Die Koalition plant eine Reform der Bemessungsgrundlage: Künftig sollen Emissionswerte stärker gewichtet werden als bisher. Das bedeutet konkret, dass hochmotorisierte Verbrenner im Fuhrpark spürbar höhere Steuern erzeugen. Für reine Elektrofahrzeuge ist die bestehende Steuerbefreiung bis mindestens 2030 gesichert.
Für Flottenmanager ist das ein Signal, das strategisch relevant ist. Wer heute noch auf Diesel-Dienstwagen der Oberklasse setzt, wird mittelfristig mit steigenden laufenden Kosten kalkulieren müssen.
Wie verändert sich das Dienstwagenprivileg durch den Koalitionsvertrag?
Die private Nutzung eines Dienstwagens wird weiterhin als geldwerter Vorteil versteuert. Die bekannte 1-Prozent-Regel bleibt bestehen, jedoch mit einer klaren Differenzierung: Für Elektro- und Plug-in-Hybridfahrzeuge gilt weiterhin die vergünstigte 0,25-Prozent-Regelung, für Verbrenner wird der Steuervorteil perspektivisch reduziert.
Expert Insight
Die Spreizung zwischen Elektro- und Verbrenner-Dienstwagen ist kein Zufall. Politisch soll die Fahrzeugwahl der Arbeitnehmer gelenkt werden – über den Geldbeutel, nicht über Verbote. Für Arbeitgeber entsteht daraus eine Pflicht zur Kommunikation: Wer seinen Mitarbeitern Verbrenner anbietet, gibt einen steuerlichen Vorteil auf.
Welche neuen Regelungen für Elektrofahrzeuge enthält der Koalitionsvertrag?
Neben der verlängerten KFZ-Steuerbefreiung soll die Förderung von Ladeinfrastruktur für Unternehmen ausgeweitet werden. Arbeitgeber, die Mitarbeitern das Laden am Arbeitsplatz ermöglichen, können entsprechende Investitionen steuerlich absetzen – das war bisher nur eingeschränkt möglich.
Ein weiterer Punkt: Elektrofahrzeuge sollen bei der Sonderabschreibung bevorzugt behandelt werden. Konkrete Prozentsätze sind noch nicht final festgelegt, die Richtung ist aber klar.
Was ändert sich bei der Versicherungspflicht für Fahrzeuge?

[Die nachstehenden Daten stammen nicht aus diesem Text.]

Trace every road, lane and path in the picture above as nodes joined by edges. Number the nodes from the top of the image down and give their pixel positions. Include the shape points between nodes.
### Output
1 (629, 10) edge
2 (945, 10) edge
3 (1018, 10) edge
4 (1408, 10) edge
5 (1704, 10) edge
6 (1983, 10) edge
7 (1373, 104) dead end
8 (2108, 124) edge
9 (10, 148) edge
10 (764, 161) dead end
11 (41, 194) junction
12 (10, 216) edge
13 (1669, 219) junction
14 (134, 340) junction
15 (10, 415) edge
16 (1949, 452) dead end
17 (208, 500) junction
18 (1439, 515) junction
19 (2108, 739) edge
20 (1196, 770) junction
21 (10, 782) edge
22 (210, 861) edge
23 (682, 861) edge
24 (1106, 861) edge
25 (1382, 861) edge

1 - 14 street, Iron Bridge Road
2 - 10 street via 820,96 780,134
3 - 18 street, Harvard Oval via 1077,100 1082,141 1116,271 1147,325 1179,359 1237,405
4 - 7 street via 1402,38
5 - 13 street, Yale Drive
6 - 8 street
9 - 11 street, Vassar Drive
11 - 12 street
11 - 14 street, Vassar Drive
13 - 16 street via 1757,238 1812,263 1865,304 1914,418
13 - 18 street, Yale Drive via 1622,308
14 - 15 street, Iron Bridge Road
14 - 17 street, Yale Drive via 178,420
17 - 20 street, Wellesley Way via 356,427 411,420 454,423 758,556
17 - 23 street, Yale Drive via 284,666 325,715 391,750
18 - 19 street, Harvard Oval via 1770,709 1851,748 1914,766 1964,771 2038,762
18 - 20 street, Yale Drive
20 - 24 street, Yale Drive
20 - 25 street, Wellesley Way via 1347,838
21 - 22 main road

Wer auf eine grundlegende Reform der Versicherungspflicht gehofft hatte, wird enttäuscht. Die Pflicht zur Haftpflichtversicherung für jedes zugelassene Fahrzeug bleibt bestehen. Was sich ändert: Die Verwaltung rund um Versicherungsnachweise soll digitalisiert werden, was vor allem Fuhrparkbetreiber mit großen Flotten entlastet.
Welche steuerlichen Vorteile für Leasingfahrzeuge sind geplant?

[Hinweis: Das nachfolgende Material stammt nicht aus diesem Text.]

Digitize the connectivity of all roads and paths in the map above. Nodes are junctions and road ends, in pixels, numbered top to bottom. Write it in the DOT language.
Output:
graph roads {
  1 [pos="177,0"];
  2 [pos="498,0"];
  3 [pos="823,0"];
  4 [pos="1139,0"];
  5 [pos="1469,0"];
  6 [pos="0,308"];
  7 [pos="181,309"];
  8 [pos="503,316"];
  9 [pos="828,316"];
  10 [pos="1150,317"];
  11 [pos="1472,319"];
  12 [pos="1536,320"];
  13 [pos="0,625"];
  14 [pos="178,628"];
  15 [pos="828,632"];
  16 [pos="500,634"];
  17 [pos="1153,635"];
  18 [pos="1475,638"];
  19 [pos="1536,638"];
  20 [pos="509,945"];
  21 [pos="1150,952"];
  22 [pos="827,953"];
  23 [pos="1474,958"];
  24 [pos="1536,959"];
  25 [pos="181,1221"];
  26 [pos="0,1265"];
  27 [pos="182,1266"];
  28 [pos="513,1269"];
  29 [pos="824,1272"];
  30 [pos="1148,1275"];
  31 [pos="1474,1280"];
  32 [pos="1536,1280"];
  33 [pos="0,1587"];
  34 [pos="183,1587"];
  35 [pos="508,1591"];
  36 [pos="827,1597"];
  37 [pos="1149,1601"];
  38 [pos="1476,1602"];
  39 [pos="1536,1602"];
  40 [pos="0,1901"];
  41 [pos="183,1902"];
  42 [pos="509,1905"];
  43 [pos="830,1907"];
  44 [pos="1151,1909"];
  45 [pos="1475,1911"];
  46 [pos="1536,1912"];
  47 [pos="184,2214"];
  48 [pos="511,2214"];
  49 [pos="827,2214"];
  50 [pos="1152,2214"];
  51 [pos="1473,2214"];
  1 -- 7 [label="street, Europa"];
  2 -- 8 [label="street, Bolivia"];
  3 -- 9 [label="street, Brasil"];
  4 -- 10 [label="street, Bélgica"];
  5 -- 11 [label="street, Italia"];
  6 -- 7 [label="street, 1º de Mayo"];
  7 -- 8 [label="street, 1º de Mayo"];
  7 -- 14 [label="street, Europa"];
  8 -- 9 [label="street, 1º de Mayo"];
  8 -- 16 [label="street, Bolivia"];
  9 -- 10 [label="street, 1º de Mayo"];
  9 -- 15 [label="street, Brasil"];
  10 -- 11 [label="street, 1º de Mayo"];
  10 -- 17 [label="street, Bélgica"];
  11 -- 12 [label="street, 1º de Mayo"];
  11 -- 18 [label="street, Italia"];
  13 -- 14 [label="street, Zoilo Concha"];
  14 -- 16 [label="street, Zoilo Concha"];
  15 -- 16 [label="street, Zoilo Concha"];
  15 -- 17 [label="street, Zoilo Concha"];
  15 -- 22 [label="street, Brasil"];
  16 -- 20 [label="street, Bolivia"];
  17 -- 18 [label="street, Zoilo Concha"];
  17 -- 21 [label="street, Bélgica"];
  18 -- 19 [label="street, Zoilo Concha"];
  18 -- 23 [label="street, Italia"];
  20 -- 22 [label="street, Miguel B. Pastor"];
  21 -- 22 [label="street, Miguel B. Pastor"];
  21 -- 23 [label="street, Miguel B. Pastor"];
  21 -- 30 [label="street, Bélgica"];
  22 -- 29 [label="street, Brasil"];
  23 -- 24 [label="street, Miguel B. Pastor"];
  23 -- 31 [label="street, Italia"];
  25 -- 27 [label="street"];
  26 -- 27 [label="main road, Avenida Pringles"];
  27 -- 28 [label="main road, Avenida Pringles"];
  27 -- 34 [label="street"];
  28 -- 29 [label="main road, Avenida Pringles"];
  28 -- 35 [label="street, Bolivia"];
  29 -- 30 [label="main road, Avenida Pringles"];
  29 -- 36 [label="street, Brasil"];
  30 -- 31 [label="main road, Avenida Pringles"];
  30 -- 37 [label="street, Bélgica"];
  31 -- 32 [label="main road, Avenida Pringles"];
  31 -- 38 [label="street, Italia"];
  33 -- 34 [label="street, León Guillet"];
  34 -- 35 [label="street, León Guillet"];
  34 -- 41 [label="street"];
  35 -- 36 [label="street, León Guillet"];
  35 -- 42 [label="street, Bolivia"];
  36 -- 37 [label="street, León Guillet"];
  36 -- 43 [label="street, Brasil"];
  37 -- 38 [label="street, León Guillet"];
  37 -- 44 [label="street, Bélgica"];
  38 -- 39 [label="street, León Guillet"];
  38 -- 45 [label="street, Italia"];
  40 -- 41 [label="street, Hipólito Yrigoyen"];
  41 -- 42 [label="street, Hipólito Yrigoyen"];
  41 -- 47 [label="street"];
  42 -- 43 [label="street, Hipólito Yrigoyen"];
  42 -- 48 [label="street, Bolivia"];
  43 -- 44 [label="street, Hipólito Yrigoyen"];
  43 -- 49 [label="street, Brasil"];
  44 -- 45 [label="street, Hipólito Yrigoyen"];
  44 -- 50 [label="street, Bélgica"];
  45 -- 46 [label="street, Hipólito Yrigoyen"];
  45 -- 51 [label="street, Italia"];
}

Das ist einer der aus Unternehmenssicht relevantesten Punkte. Bisher müssen Unternehmen einen Teil der Leasingkosten der Gewerbesteuer hinzurechnen – das verteuert gewerbliches Leasing spürbar. Die Koalition plant, diese Regelung zu überprüfen und zu vereinfachen. Eine vollständige Abschaffung gilt als unwahrscheinlich, aber eine Absenkung der Hinzurechnungsquote ist im Gespräch.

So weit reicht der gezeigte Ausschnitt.